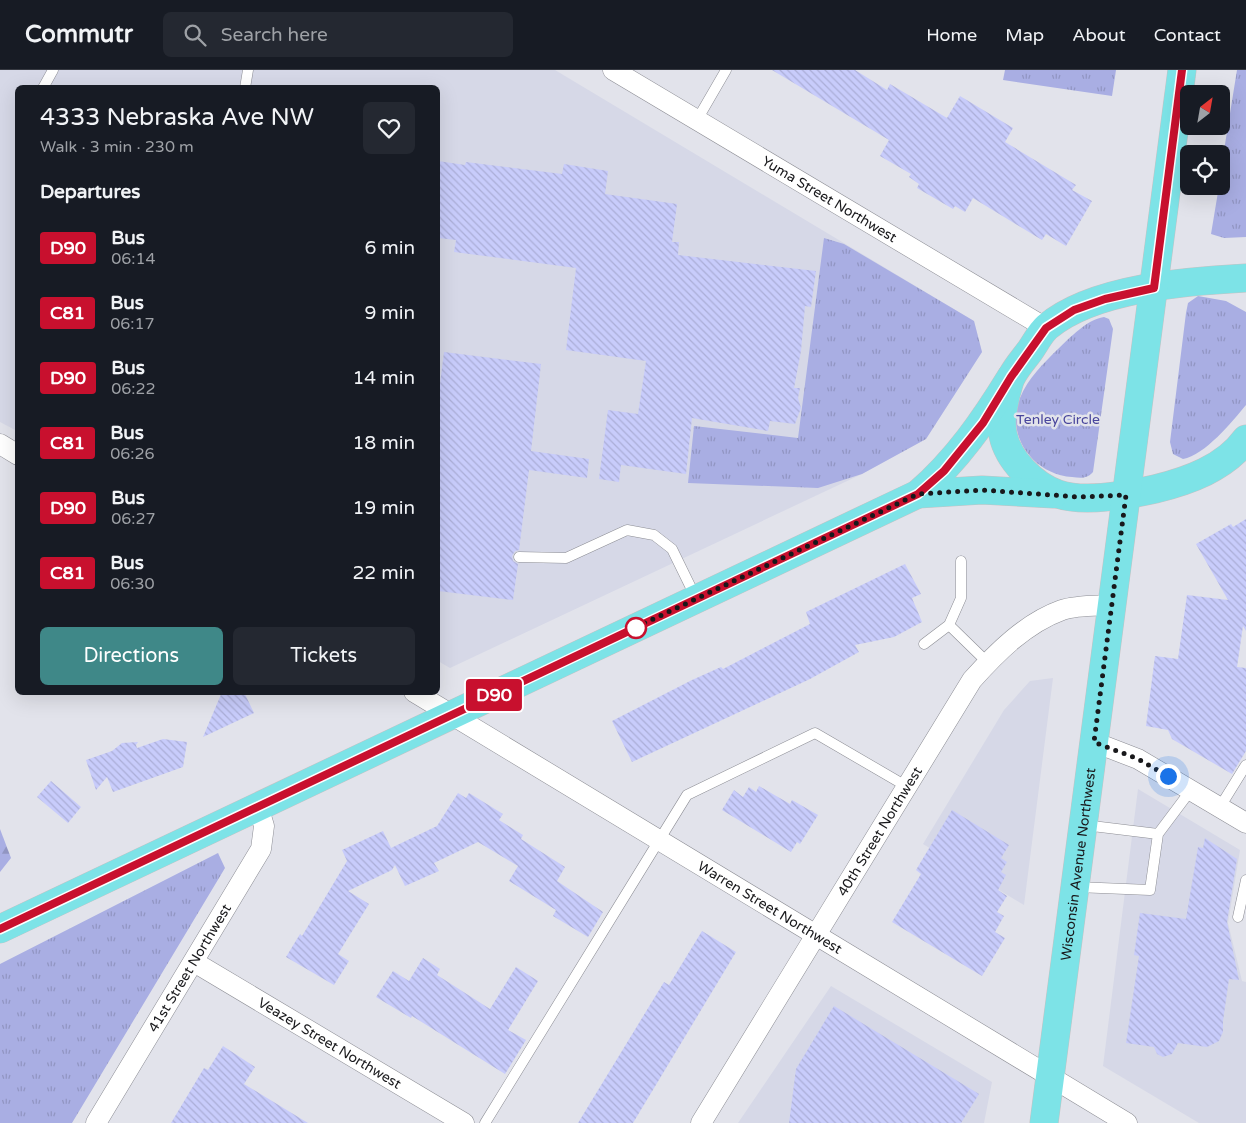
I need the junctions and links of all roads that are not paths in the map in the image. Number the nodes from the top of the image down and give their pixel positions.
1 (53, 70) edge
2 (248, 70) edge
3 (613, 70) edge
4 (726, 70) edge
5 (1182, 70) edge
6 (45, 85) edge
7 (246, 85) edge
8 (696, 120) junction
9 (1246, 278) edge
10 (1218, 280) junction
11 (1154, 288) junction
12 (1246, 300) edge
13 (1046, 328) junction
14 (1011, 377) junction
15 (0, 444) edge
16 (1245, 444) edge
17 (15, 453) edge
18 (918, 494) junction
19 (1058, 494) junction
20 (1126, 495) junction
21 (518, 557) dead end
22 (961, 561) dead end
23 (696, 599) junction
24 (1112, 605) junction
25 (949, 625) junction
26 (924, 644) dead end
27 (988, 663) junction
28 (419, 695) edge
29 (451, 715) junction
30 (1094, 742) junction
31 (1246, 765) edge
32 (906, 786) junction
33 (1191, 790) junction
34 (258, 806) junction
35 (1220, 807) junction
36 (1246, 823) edge
37 (1083, 825) junction
38 (1158, 834) junction
39 (659, 842) junction
40 (1246, 880) edge
41 (1075, 887) junction
42 (1238, 917) dead end
43 (0, 929) edge
44 (814, 936) junction
45 (194, 962) junction
46 (1050, 1077) junction
47 (96, 1123) edge
48 (464, 1123) edge
49 (485, 1123) edge
50 (701, 1123) edge
51 (1044, 1123) edge
52 (1127, 1123) edge

1 - 6 lane
2 - 7 lane
3 - 8 street, Yuma Street Northwest
4 - 8 lane
5 - 11 main road, Wisconsin Avenue Northwest
8 - 13 street, Yuma Street Northwest
9 - 10 main road
10 - 11 main road
10 - 12 main road
11 - 13 main road
11 - 20 main road, Wisconsin Avenue Northwest
13 - 14 main road
14 - 18 main road
14 - 19 main road
15 - 17 street
16 - 20 main road
18 - 19 main road
18 - 23 main road
19 - 20 main road
20 - 24 main road, Wisconsin Avenue Northwest
21 - 23 lane
22 - 25 lane
23 - 29 main road
24 - 27 street, 40th Street Northwest
24 - 30 main road, Wisconsin Avenue Northwest
25 - 26 lane
25 - 27 lane
27 - 32 street, 40th Street Northwest
28 - 29 street, Warren Street Northwest
29 - 34 main road
29 - 39 street, Warren Street Northwest
30 - 33 street
30 - 37 main road, Wisconsin Avenue Northwest
31 - 35 lane
32 - 39 lane
32 - 44 street, 40th Street Northwest
33 - 35 street
33 - 38 lane
34 - 43 main road
34 - 45 street, 41st Street Northwest
35 - 36 street
37 - 38 lane
37 - 41 main road, Wisconsin Avenue Northwest
38 - 41 lane
39 - 44 street, Warren Street Northwest
39 - 49 lane
40 - 42 lane
41 - 46 main road, Wisconsin Avenue Northwest
44 - 46 street, Warren Street Northwest
44 - 50 street, 40th Street Northwest
45 - 47 street, 41st Street Northwest
45 - 48 street, Veazey Street Northwest
46 - 51 main road, Wisconsin Avenue Northwest
46 - 52 street, Warren Street Northwest

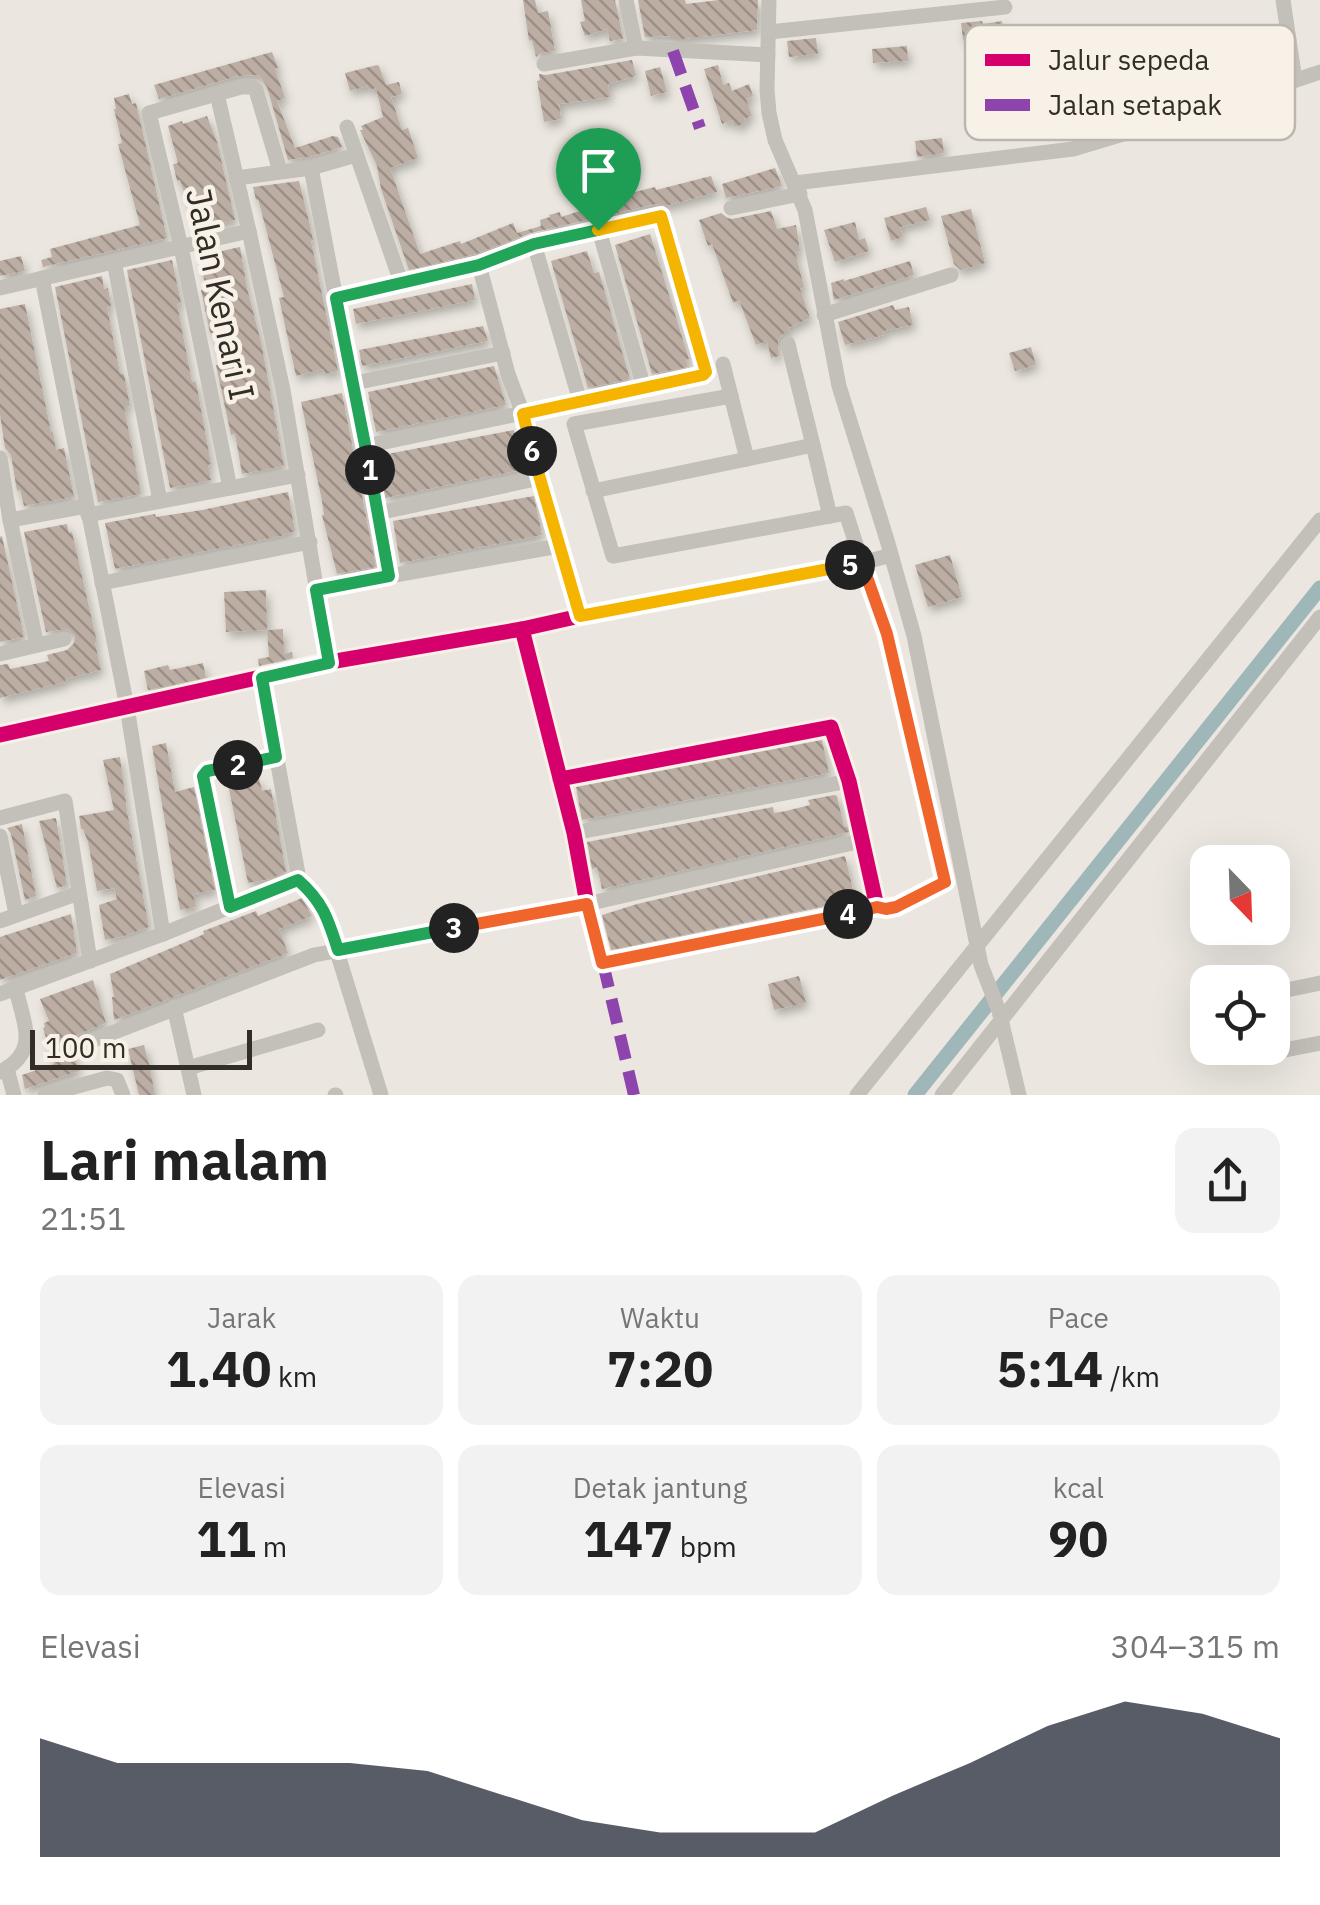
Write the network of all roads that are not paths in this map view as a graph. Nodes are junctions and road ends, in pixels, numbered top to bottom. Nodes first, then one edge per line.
1 (626, 0) edge
2 (769, 0) edge
3 (1283, 0) edge
4 (1005, 7) dead end
5 (1287, 25) edge
6 (769, 32) junction
7 (636, 48) junction
8 (768, 55) junction
9 (544, 64) dead end
10 (1320, 72) edge
11 (1295, 80) edge
12 (216, 94) junction
13 (348, 127) dead end
14 (1105, 140) edge
15 (356, 155) junction
16 (311, 168) junction
17 (280, 171) junction
18 (236, 178) junction
19 (797, 189) junction
20 (731, 208) dead end
21 (598, 230) junction
22 (249, 231) junction
23 (534, 244) junction
24 (181, 246) junction
25 (114, 261) junction
26 (479, 265) junction
27 (951, 275) dead end
28 (42, 278) junction
29 (402, 282) junction
30 (0, 288) edge
31 (336, 298) junction
32 (824, 315) junction
33 (788, 344) dead end
34 (502, 353) junction
35 (724, 364) dead end
36 (354, 383) junction
37 (644, 388) junction
38 (731, 396) junction
39 (580, 401) junction
40 (523, 414) junction
41 (814, 445) junction
42 (366, 446) junction
43 (0, 458) edge
44 (747, 459) junction
45 (298, 475) junction
46 (540, 478) junction
47 (230, 488) junction
48 (594, 491) junction
49 (160, 502) junction
50 (87, 510) junction
51 (378, 513) junction
52 (830, 516) junction
53 (10, 520) junction
54 (1320, 520) edge
55 (310, 542) junction
56 (558, 546) junction
57 (891, 555) junction
58 (862, 563) junction
59 (389, 576) junction
60 (102, 583) junction
61 (316, 590) junction
62 (580, 616) junction
63 (1320, 617) edge
64 (522, 629) junction
65 (64, 639) dead end
66 (37, 645) junction
67 (0, 654) edge
68 (329, 663) junction
69 (262, 678) junction
70 (126, 707) junction
71 (0, 735) edge
72 (276, 757) junction
73 (560, 779) junction
74 (849, 781) junction
75 (0, 818) edge
76 (574, 833) junction
77 (0, 836) edge
78 (862, 841) junction
79 (298, 880) junction
80 (945, 882) junction
81 (80, 892) junction
82 (587, 904) junction
83 (230, 907) junction
84 (877, 907) junction
85 (16, 914) junction
86 (0, 920) edge
87 (972, 921) junction
88 (163, 934) junction
89 (977, 946) junction
90 (338, 950) junction
91 (90, 961) junction
92 (1320, 983) edge
93 (1290, 989) edge
94 (8, 992) edge
95 (174, 1008) junction
96 (1000, 1016) junction
97 (318, 1030) dead end
98 (1320, 1043) edge
99 (78, 1046) dead end
100 (1290, 1049) edge
101 (188, 1068) junction
102 (3, 1070) edge
103 (14, 1095) edge
104 (45, 1095) edge
105 (123, 1095) edge
106 (194, 1095) edge
107 (381, 1095) edge
108 (858, 1095) edge
109 (942, 1095) edge
110 (1018, 1095) edge

1 - 7 street
2 - 6 street
3 - 5 street
4 - 6 street
6 - 8 street
7 - 8 street
7 - 9 street
8 - 19 street
10 - 11 street
12 - 17 street
12 - 18 street
12 - 24 street, Jalan Kenari I
13 - 15 street
14 - 19 street
15 - 16 street
15 - 29 street
16 - 17 street
16 - 31 street
17 - 18 street
18 - 22 street
19 - 20 street
19 - 32 street
21 - 23 street
21 - 37 street
21 - 37 street
22 - 24 street
22 - 45 street
23 - 26 street
23 - 39 street
24 - 25 street
24 - 47 street, Jalan Kenari I
25 - 28 street
25 - 49 street
26 - 29 street
26 - 34 street
27 - 32 street
28 - 30 street
28 - 50 street
29 - 31 street
31 - 36 street
32 - 57 street
33 - 41 street
34 - 36 street
34 - 40 street
35 - 38 street
36 - 42 street
37 - 39 street
38 - 44 street
38 - 48 street
39 - 40 street
40 - 42 street
40 - 46 street
41 - 44 street
41 - 52 street
42 - 51 street
43 - 53 street
44 - 48 street
45 - 47 street
45 - 55 street
46 - 51 street
46 - 56 street
47 - 49 street
48 - 52 street
49 - 50 street
50 - 53 street
50 - 60 street
51 - 59 street
52 - 58 street
53 - 66 street
54 - 89 street
55 - 60 street
55 - 61 street
56 - 59 street
56 - 62 street
57 - 58 street
57 - 87 street
58 - 62 street
58 - 80 street
59 - 61 street
60 - 70 street
61 - 68 street
62 - 64 street
63 - 96 street
64 - 68 street
64 - 73 street
65 - 66 street
66 - 67 street
68 - 69 street
69 - 70 street
69 - 72 street
70 - 71 street
70 - 88 street
72 - 79 street
72 - 83 street
73 - 74 street
73 - 76 street
74 - 76 street
74 - 78 street
75 - 81 street
76 - 82 street
77 - 85 street
78 - 82 street
78 - 84 street
79 - 83 street
79 - 90 street
80 - 84 street
80 - 87 street
81 - 85 street
81 - 91 street
82 - 84 street
82 - 90 street
83 - 88 street
85 - 86 street
87 - 89 street
88 - 91 street
89 - 96 street
89 - 108 street
90 - 95 street
90 - 107 street
91 - 94 street
92 - 93 street
94 - 102 street
95 - 99 street
95 - 101 street
96 - 109 street
96 - 110 street
97 - 101 street
98 - 100 street
101 - 106 street
102 - 103 street
104 - 105 street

--------------------------------

_Problem to work on_
Where the word "Jalan" occurs in a line of the records, copy that line.

_Answer to this problem_
12 - 24 street, Jalan Kenari I
24 - 47 street, Jalan Kenari I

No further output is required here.